ぺんじん

セイント・フランシスのぺんじんのレビュー・感想・評価

セイント・フランシス(2019年製作の映画)
4.2
生理や中絶などの女性のフィジカルの問題をドラマチックでは無く、日常的な困難として描いているのが印象的だった。
最近観た映画だと『わたしは最悪。』に近くて、エリートでは無い30代前半の女性の等身大の姿というのが現代的なテーマになっている感じがした。両方とも結構恋に恋する感じは似ているけど、『わたしは最悪。

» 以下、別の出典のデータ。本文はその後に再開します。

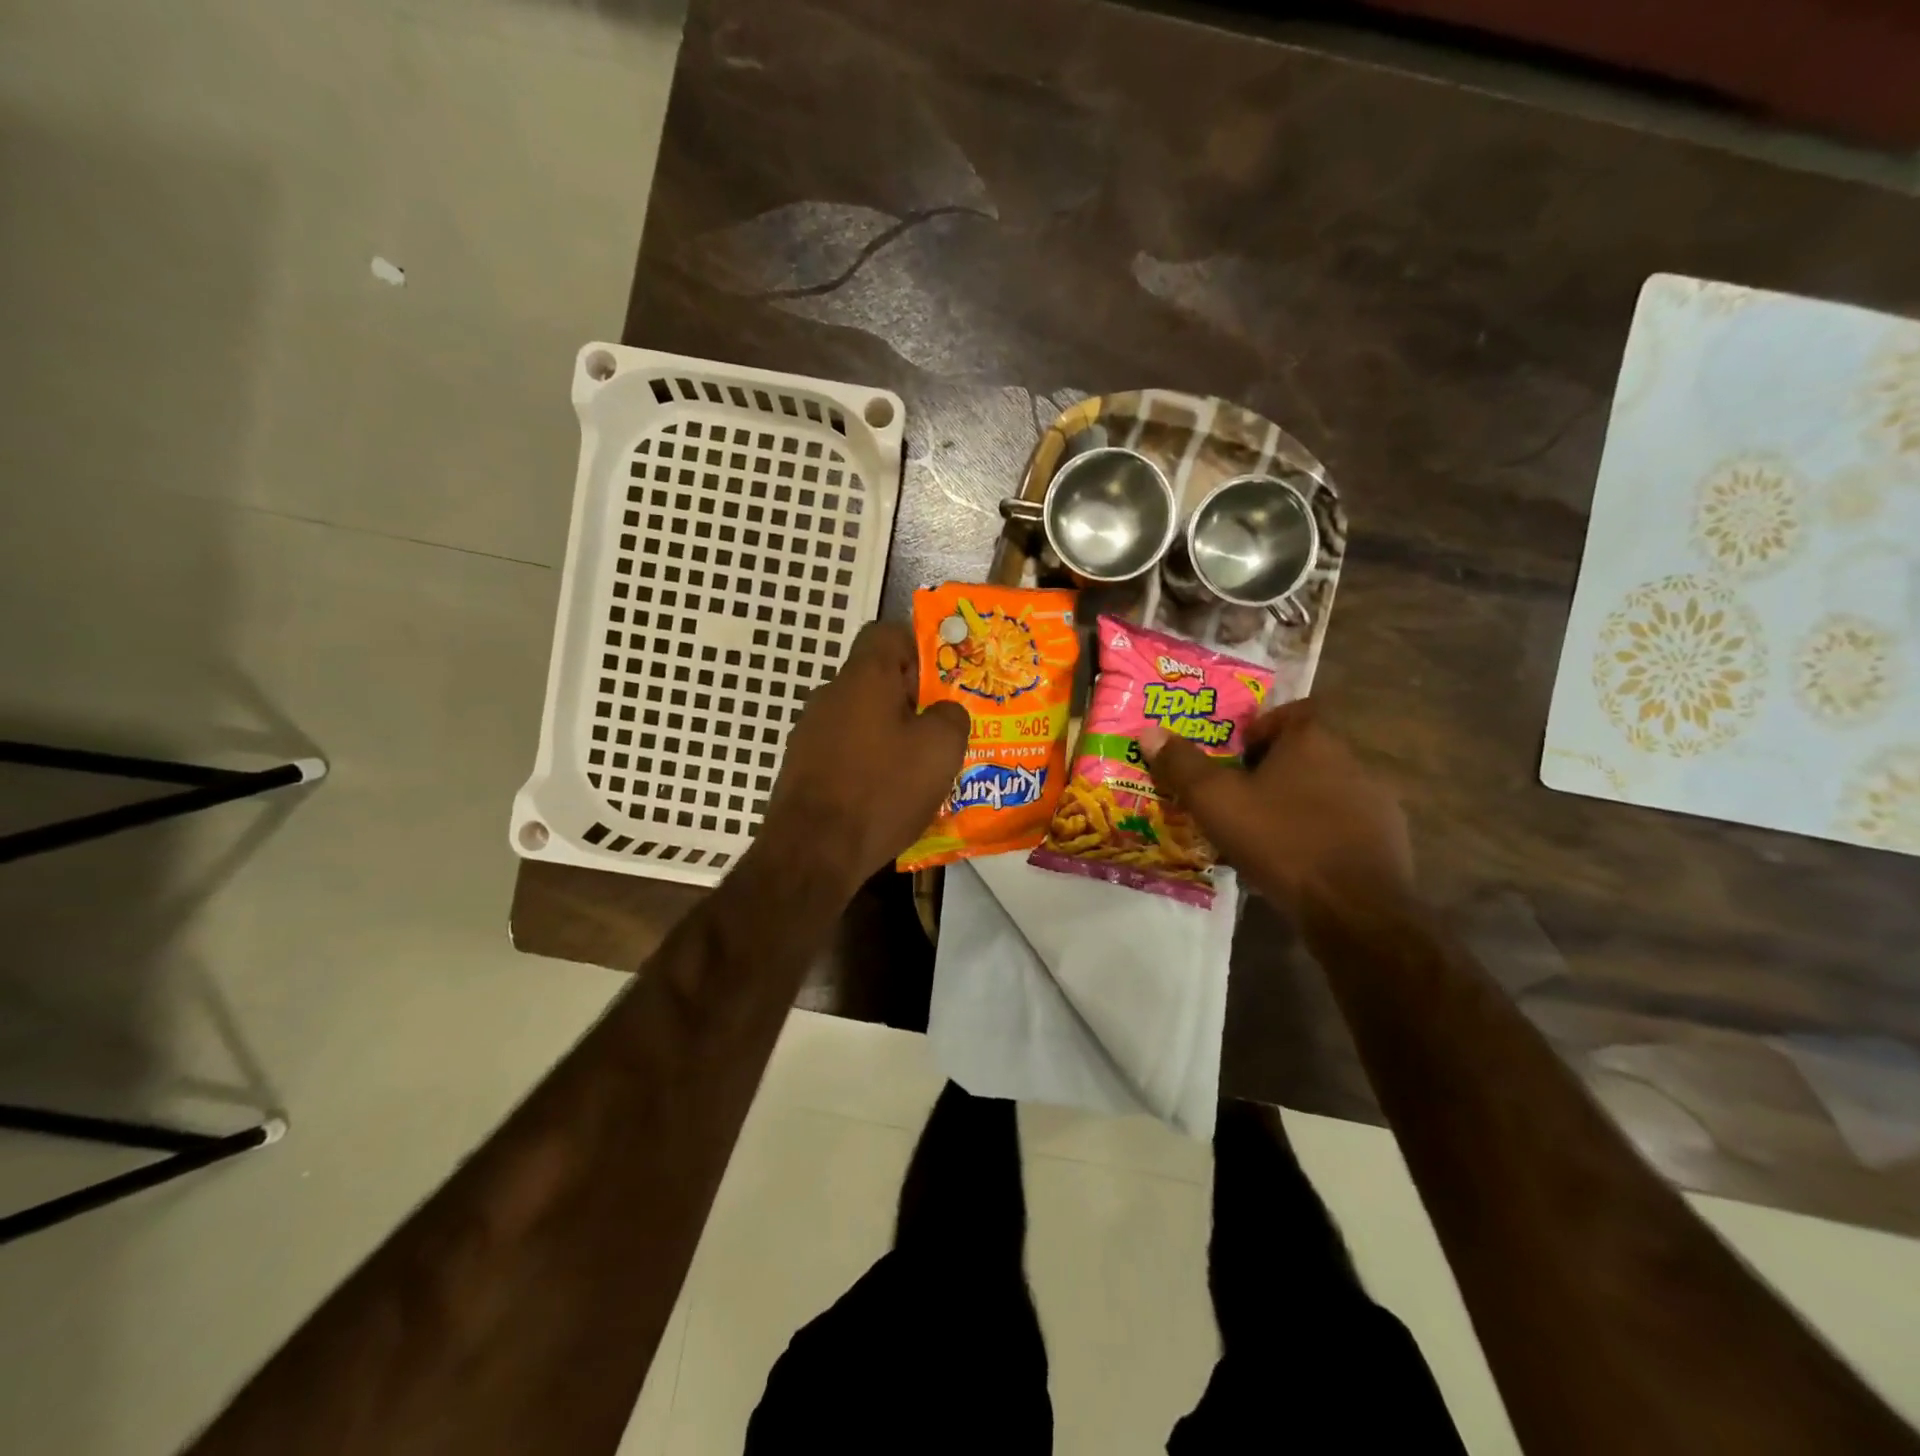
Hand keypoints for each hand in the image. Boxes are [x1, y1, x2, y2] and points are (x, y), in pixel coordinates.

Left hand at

』の主人公が個人的な選択を重視しているのに対し、こちらの方がその場その場で将来を決めていっている感じがよりリアルっぽい。
ナニーとして働く家庭がレズビアンの家庭で、しかも高齢者カップルという所がかなり先進的ではあるのだけど、そういった部分はあくまで背景で、それよりも育児をめぐる日常的なゴタゴタが描かれているあたりが結構共感できる部分が多いかも。
いくら理解あるパートナーがいたとしても、自分の体の事は自分で決めるしかない、という女性の体を巡る切実な悩みがじんわりと感じられるのが良かった。でもあんなに年下の男が主人公の体の事を思ってくれるのに、彼氏では無いんかい!結構良い奴だろ!まぁそういうドライなところも今のアメリカっぽい。
幼稚園生ぐらいなのに結構ませてるフランシスやその家族と関わっていく事によって、将来へと一歩進む力を得た主人公。自分の体に悩む女性たちの背中をそっと押す、ひと夏の爽やかストーリー。